# Instructions for the task
Each line of the records that holds the word "Avenue" should be copied out.

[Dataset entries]
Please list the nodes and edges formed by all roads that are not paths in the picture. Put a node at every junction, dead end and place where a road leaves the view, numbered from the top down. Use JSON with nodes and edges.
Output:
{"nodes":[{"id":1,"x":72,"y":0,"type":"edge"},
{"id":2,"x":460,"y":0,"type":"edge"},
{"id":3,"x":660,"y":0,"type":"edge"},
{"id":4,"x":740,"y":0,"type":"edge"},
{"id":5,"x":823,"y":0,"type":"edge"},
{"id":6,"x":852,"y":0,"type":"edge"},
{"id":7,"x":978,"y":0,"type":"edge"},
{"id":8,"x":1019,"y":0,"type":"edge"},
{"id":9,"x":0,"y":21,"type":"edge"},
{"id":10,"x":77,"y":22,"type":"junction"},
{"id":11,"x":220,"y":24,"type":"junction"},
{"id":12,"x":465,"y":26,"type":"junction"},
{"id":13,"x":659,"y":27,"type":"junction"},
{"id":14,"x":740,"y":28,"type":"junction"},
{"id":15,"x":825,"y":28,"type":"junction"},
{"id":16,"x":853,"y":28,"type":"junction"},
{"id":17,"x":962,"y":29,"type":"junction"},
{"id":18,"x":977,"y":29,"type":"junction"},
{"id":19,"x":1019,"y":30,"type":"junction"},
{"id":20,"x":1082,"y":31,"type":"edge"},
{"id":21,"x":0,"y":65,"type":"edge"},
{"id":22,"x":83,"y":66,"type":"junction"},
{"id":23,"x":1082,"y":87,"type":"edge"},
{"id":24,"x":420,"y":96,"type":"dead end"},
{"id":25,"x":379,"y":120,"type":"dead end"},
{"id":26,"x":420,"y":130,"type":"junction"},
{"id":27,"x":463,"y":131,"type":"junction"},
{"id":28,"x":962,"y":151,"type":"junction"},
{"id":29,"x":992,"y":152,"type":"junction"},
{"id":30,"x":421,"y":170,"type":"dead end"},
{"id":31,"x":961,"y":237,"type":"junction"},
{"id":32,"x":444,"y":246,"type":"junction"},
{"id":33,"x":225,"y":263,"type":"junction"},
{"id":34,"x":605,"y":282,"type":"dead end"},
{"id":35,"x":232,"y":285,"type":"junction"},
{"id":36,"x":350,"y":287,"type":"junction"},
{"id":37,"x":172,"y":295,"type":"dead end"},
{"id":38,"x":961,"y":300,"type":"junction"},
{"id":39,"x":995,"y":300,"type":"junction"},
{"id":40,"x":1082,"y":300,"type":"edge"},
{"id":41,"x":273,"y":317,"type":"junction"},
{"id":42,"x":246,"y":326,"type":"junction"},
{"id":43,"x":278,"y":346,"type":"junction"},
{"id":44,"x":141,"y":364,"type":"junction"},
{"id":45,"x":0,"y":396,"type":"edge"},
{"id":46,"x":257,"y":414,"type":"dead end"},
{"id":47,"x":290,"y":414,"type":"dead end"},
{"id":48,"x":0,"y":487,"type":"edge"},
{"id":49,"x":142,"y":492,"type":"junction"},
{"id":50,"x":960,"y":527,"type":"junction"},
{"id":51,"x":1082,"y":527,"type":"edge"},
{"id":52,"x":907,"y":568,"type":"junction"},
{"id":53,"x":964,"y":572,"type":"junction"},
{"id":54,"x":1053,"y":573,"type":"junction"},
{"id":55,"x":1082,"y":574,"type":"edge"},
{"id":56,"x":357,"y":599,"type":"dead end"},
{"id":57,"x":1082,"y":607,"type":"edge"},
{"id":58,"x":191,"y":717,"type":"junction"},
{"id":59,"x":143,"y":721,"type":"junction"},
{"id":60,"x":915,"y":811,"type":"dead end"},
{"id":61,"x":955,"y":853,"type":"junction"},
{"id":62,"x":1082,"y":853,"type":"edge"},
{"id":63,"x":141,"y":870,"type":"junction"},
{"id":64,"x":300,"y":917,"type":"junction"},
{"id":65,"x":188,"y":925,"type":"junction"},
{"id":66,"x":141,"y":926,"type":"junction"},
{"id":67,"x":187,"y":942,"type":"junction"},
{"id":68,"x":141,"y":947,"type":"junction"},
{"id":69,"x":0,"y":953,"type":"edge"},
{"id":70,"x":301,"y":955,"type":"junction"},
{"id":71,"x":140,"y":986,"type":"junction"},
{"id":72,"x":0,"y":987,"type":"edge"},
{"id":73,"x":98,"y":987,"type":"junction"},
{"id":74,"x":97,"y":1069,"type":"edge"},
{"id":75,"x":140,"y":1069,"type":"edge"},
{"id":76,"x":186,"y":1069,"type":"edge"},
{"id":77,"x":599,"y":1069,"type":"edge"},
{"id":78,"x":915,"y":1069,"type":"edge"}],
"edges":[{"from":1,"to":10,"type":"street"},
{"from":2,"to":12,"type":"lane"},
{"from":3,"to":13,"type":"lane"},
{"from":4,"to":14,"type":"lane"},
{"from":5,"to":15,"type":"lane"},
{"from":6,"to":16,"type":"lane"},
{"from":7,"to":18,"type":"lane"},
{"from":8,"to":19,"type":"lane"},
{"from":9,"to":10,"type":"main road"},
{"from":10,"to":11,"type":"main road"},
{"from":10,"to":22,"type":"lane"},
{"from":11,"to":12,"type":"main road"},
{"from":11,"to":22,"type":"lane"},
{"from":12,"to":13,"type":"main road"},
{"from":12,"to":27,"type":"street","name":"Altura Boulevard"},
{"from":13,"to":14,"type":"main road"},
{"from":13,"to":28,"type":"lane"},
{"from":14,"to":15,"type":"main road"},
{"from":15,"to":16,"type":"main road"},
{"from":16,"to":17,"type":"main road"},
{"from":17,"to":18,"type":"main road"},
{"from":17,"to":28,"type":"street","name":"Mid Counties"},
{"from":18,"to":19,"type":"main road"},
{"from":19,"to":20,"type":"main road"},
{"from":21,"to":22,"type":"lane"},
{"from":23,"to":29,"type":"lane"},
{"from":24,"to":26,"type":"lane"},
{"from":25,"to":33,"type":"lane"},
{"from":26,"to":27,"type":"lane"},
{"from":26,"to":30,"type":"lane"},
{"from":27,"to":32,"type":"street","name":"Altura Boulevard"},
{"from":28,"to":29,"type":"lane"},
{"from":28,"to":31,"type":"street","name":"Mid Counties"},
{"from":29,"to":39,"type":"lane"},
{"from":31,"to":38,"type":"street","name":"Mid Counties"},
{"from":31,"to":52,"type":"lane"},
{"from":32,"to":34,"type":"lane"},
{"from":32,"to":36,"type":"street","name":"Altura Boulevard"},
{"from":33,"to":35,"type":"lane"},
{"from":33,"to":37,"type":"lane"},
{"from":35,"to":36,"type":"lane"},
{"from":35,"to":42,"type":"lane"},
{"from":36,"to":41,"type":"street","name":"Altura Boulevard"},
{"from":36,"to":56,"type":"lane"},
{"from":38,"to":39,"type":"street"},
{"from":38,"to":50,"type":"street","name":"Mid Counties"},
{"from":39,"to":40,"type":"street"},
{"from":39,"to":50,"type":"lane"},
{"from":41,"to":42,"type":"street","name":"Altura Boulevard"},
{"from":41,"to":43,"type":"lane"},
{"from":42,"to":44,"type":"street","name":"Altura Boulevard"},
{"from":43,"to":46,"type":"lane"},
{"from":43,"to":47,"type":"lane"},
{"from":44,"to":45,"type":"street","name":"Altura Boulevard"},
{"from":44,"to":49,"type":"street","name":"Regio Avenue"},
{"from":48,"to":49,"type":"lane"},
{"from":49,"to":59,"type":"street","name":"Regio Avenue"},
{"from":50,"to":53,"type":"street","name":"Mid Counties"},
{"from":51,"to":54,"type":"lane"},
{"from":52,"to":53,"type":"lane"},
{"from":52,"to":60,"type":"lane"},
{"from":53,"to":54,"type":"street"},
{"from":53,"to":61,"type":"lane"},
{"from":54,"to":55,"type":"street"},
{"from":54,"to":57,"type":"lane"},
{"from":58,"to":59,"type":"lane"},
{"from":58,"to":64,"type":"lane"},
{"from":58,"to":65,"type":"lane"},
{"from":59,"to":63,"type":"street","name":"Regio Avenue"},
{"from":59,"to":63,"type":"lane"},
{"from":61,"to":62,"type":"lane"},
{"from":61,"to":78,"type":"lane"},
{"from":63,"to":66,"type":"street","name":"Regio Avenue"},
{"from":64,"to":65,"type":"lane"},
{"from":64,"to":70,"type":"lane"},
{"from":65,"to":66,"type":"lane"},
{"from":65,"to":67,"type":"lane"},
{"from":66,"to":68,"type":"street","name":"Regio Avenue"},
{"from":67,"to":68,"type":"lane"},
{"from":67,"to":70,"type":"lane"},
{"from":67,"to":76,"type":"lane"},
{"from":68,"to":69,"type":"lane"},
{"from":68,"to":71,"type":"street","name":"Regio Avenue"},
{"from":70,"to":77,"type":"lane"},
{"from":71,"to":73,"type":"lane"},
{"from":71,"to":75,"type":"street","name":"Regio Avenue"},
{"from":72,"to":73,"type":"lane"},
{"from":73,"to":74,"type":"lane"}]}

# Result of this exercise
{"from":44,"to":49,"type":"street","name":"Regio Avenue"},
{"from":49,"to":59,"type":"street","name":"Regio Avenue"},
{"from":59,"to":63,"type":"street","name":"Regio Avenue"},
{"from":63,"to":66,"type":"street","name":"Regio Avenue"},
{"from":66,"to":68,"type":"street","name":"Regio Avenue"},
{"from":68,"to":71,"type":"street","name":"Regio Avenue"},
{"from":71,"to":75,"type":"street","name":"Regio Avenue"},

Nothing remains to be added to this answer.